RECORDS TO PROCESS

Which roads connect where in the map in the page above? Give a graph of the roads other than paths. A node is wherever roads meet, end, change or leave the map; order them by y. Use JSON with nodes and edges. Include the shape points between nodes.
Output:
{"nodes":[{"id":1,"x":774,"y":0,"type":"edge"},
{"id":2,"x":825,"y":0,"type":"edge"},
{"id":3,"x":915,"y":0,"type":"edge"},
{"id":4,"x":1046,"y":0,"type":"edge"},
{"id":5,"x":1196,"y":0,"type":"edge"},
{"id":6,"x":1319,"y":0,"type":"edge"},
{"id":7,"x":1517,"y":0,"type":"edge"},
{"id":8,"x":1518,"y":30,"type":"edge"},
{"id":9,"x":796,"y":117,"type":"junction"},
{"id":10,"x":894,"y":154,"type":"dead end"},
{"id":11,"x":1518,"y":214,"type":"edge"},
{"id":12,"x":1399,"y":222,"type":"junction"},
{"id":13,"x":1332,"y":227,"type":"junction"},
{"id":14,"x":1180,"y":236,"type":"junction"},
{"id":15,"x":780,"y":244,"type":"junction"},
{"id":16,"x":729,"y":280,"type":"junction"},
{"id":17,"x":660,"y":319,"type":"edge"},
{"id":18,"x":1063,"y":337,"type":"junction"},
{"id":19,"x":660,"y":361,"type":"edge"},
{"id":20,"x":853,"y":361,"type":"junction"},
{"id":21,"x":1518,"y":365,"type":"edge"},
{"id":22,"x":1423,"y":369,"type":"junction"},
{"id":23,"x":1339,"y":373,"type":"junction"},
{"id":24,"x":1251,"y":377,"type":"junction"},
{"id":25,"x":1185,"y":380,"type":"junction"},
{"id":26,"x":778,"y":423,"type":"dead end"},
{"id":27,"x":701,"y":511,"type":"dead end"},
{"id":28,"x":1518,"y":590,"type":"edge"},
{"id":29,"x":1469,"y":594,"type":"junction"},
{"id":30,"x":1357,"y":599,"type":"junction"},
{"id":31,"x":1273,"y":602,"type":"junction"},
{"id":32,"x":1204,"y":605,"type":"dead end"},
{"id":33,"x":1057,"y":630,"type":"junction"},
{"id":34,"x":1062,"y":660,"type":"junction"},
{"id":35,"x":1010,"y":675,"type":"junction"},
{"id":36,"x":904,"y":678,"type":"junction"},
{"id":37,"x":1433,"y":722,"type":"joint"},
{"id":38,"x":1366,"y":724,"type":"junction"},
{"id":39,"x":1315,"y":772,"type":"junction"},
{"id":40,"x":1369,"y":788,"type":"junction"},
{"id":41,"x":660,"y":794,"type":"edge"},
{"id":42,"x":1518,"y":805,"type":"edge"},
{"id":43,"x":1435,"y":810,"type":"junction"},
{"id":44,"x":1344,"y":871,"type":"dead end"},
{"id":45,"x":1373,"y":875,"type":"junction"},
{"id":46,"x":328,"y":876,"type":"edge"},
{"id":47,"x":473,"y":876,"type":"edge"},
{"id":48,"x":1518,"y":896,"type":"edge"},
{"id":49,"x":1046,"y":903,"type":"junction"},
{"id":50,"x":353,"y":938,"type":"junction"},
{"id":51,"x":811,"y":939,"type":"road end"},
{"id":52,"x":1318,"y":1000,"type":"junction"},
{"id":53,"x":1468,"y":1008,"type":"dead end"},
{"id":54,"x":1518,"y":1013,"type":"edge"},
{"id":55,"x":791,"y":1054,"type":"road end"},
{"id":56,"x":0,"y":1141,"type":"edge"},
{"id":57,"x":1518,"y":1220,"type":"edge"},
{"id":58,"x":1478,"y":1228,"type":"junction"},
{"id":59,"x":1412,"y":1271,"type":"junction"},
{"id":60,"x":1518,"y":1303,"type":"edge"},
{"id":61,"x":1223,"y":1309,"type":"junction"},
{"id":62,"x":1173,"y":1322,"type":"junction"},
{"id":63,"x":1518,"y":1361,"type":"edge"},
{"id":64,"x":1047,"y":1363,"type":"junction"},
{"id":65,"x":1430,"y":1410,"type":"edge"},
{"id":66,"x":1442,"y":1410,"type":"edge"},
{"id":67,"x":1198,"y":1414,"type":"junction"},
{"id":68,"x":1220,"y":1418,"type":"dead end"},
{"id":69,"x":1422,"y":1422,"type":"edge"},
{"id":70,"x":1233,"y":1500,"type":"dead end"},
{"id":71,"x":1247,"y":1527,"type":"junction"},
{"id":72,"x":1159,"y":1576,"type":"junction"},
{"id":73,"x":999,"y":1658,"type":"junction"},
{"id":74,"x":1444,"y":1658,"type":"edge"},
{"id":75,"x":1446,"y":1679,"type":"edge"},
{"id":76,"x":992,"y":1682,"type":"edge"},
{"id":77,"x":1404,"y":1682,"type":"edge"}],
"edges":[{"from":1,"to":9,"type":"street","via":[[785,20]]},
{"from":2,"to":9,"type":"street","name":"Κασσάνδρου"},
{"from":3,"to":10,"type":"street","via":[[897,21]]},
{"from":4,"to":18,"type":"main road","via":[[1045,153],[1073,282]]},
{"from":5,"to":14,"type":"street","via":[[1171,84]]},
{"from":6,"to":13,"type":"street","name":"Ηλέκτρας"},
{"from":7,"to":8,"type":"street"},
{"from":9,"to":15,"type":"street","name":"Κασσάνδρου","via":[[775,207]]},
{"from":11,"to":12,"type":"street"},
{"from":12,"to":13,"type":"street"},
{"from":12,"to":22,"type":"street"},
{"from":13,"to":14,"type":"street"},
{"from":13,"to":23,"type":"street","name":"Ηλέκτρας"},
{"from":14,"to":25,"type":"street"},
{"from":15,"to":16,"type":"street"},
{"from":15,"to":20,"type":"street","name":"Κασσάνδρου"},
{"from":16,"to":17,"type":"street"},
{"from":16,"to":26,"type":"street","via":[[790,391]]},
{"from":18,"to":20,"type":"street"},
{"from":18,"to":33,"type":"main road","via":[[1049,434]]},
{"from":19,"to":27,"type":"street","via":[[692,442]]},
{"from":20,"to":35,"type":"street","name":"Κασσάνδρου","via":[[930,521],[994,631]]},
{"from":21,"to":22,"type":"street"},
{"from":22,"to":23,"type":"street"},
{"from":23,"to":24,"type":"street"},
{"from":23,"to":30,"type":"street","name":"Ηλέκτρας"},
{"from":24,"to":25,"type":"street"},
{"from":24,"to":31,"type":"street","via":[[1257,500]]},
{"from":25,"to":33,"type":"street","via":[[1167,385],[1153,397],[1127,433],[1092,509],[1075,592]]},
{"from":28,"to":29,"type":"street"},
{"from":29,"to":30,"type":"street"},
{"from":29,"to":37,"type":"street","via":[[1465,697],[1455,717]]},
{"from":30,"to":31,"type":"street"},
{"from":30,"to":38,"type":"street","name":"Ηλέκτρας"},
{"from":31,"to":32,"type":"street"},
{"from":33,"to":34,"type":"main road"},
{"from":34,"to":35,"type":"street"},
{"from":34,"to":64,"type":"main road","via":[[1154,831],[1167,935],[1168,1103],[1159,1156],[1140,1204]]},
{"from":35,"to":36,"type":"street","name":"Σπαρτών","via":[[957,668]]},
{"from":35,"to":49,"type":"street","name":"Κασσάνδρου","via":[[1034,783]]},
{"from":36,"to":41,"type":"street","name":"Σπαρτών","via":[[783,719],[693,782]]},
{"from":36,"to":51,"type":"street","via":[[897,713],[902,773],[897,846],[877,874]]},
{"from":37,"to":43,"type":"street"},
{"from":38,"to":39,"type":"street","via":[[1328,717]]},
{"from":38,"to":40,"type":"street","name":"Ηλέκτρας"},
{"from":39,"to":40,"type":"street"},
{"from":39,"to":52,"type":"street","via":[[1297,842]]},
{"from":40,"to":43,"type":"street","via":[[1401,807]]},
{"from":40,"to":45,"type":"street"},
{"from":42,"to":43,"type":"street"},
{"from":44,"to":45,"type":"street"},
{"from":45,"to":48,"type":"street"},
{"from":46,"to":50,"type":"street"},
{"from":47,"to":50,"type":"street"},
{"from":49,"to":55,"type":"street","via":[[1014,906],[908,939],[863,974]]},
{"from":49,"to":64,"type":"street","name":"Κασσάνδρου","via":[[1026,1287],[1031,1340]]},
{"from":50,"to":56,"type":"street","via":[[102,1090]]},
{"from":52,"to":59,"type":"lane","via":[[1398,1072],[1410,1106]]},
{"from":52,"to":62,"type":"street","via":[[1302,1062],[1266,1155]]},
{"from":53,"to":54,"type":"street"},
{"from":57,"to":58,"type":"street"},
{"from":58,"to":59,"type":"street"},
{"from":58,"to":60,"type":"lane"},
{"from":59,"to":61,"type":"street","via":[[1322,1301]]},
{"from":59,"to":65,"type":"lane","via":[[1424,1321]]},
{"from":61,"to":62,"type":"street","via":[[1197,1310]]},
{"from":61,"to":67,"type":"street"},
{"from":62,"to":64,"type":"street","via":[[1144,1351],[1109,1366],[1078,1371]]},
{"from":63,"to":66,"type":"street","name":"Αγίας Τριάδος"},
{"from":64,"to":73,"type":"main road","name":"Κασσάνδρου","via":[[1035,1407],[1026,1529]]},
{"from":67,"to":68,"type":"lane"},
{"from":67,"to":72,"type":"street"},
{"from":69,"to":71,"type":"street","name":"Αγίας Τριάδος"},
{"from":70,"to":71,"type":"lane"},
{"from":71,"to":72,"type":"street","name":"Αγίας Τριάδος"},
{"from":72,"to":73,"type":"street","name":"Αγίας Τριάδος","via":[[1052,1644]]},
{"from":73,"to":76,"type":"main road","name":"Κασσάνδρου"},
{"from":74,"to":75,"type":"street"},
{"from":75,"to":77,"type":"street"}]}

WORK TO BE COMPLETED
Pull each line containing the word "main" out of the data above.

EXERCISE RESPONSE
{"from":4,"to":18,"type":"main road","via":[[1045,153],[1073,282]]},
{"from":18,"to":33,"type":"main road","via":[[1049,434]]},
{"from":33,"to":34,"type":"main road"},
{"from":34,"to":64,"type":"main road","via":[[1154,831],[1167,935],[1168,1103],[1159,1156],[1140,1204]]},
{"from":64,"to":73,"type":"main road","name":"Κασσάνδρου","via":[[1035,1407],[1026,1529]]},
{"from":73,"to":76,"type":"main road","name":"Κασσάνδρου"},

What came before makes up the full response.